HVEEM: The Era Of The Transgender Superhero Has Begun

Transgender Nicole Maines is set to play Nia Nal, also known as Dreamer, and become the first ever transgender superhero on TV. To represent a superhero on television is more than just playing a role. This is both a great honor and a responsibility.

Superheroes first rose to prominence in comic books during the Great Depression and World War II Era. Naturally without question that was one of the most trying periods of the nation’s history.  There was a great call for leadership, might, determination, and an extraordinary display of the best of human qualities. Thus emerged the superhero, an iconic symbol for what individuals should and do aspire towards.

Little boys and girls have since grown up imitating their favorite comic book idol, harboring such thoughts as, “I want to be like Captain America.” Such an unreachable standard has acted as perpetual inspiration. Our qualities can always be better perfected.

A dramatic shift in culture has since transformed the superhero, a beacon of human excellence, into a transgender. An investigation into transgender culture would well reflect which qualities are being promoted as the pinnacle of human expression today.

In 2010, The National Center for Transgender Equality and the National Gay and Lesbian Task Force conducted the National Transgender Discrimination Survey Report on Health and Health Care. Just by reading the association’s name, one can safely assume their progressive mindset and know these numbers do not come from a source that would want to negatively portray the transgender community.

Maybe one of the most worrisome findings is that a steep 41% of transgenders report attempting to commit suicide, compared to 1.6% of the general populace. This means that for every 2 transgenders you encounter, there is a pretty good chance that 1 of them as attempted to end their own life. This is just taking into account those who have attempted the act, as we know that those who succeeded would not show up in this report.

One might argue that this reflects the exceedingly difficult time these individuals have in a body they don’t believe they belong in. In truth, one is more likely to attempt suicide the more transformative steps they take. The report finds that, “those who have medically transitioned (45%) and surgically transitioned (43%) have higher rates of attempted suicide than those who have not (34% and 39% respectively).”

It is not as if those transgenders who escape the suicide trend are otherwise without health issues. The Task Force found, “respondents reported over four times the national average of HIV infection, 2.64% compared to .6% in the general population, with rates for transgender women at 3.76%, and with those who are unemployed (4.67%) or who have engaged in sex work (15.32%) even higher.”

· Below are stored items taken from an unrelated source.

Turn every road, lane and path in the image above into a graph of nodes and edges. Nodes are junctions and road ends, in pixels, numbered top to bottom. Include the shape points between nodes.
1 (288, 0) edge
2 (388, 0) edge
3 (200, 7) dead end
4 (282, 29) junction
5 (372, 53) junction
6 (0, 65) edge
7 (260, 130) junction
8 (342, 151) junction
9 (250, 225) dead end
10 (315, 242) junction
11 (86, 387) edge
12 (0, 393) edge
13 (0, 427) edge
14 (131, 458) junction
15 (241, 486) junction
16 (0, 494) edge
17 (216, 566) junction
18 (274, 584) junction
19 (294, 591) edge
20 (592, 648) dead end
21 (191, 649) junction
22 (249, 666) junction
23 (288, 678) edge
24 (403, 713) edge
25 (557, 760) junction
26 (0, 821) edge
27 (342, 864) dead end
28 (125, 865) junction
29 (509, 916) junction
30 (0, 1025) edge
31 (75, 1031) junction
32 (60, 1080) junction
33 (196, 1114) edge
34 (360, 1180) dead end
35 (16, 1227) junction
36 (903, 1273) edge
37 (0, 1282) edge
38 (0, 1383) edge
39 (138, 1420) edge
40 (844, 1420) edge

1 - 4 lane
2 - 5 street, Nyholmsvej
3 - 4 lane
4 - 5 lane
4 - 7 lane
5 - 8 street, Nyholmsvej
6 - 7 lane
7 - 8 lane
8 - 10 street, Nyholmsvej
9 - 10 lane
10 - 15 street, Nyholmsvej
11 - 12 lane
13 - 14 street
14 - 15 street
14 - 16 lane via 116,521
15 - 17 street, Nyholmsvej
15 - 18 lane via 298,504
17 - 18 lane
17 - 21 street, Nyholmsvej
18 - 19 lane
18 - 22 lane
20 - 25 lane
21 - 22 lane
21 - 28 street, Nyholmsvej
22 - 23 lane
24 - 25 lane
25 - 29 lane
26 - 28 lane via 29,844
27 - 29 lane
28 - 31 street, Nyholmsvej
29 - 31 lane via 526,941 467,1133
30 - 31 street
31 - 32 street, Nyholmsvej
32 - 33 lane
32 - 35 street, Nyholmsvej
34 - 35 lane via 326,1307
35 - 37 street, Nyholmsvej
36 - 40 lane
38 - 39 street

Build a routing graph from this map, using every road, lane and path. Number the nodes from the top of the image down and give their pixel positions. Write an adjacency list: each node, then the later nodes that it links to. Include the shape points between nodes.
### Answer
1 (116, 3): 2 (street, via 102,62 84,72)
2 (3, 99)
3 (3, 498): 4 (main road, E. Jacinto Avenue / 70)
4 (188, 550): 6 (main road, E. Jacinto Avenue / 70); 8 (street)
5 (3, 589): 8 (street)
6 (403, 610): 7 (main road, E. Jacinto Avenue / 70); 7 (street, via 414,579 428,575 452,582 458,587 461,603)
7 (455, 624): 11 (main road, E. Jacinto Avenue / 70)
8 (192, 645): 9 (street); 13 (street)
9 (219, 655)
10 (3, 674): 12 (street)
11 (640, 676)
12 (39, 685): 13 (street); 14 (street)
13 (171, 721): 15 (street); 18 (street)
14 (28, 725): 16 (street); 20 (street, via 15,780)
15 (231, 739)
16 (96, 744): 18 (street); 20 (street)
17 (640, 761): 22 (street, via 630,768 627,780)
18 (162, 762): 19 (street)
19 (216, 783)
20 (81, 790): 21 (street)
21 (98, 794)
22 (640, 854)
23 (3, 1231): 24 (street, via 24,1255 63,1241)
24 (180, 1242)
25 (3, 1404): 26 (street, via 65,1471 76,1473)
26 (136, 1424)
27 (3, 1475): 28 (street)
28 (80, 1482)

An additional 8% of respondents, “reported that they did not know their HIV status.” If someone does not know their HIV status, it is not too much of a leap to suggest that these individuals likely have some kind of STD and simply do not know what it is.

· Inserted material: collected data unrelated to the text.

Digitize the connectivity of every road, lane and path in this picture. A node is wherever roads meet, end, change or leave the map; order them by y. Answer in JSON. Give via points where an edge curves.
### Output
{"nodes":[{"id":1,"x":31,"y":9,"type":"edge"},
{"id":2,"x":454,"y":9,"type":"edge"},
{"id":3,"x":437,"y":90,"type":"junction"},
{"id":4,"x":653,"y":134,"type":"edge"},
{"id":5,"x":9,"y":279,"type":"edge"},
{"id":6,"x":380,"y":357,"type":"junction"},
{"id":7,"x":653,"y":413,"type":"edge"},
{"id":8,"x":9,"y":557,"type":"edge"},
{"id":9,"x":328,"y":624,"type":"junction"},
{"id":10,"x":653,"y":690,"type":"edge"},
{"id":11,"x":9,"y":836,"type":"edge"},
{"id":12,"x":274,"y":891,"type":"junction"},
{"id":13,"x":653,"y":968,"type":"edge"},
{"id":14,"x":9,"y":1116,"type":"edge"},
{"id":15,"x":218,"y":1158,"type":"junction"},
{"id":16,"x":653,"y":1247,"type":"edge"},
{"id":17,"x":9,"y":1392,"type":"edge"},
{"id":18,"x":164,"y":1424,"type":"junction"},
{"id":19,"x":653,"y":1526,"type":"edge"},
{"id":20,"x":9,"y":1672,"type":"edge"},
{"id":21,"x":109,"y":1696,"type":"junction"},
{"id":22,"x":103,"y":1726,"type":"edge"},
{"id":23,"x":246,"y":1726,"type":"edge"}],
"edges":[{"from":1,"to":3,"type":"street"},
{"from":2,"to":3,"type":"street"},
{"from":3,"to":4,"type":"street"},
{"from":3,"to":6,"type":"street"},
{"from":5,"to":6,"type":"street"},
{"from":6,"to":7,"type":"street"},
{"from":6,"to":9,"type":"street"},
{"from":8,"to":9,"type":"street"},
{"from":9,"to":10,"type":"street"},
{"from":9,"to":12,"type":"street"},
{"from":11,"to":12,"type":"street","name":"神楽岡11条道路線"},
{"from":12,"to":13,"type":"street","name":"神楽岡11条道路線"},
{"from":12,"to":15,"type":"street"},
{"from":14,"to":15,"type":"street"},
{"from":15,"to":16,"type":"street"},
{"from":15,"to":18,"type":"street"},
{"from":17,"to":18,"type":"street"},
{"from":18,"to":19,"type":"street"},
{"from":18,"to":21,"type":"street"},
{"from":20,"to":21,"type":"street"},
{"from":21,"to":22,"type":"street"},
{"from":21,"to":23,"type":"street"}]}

Sexually transmitted diseases are a nightmare, and HIV in particular is more than 4 times as popular in the transgender community. Dealing with this constant health plight and suicidal thoughts, is it a surprise that drug use would be sought to numb the pain? A significant 26%, “of the respondents misused drugs or alcohol,” in the past or concurrently with the study.

These qualities are embodied in what society has chosen for our kids to see as not just tolerable, but heroic. According to our 21st century superhero Nicole Maines, transgenders have, “had representation on television for a while, but it hasn’t been the right kind of representation.” The right kind of representation is for transgenders to be seen as the leaders of a new age, the usherers to cultural enlightenment.

This has pressed far beyond inclusion and acceptance. Transgenders are now being held as the peak of qualitative prominence. If any other lifestyle choice was correlated with a 41% suicide rate, a date with the psychiatrist would be in order. For this community, a date with Marvel or DC is the approved alternative.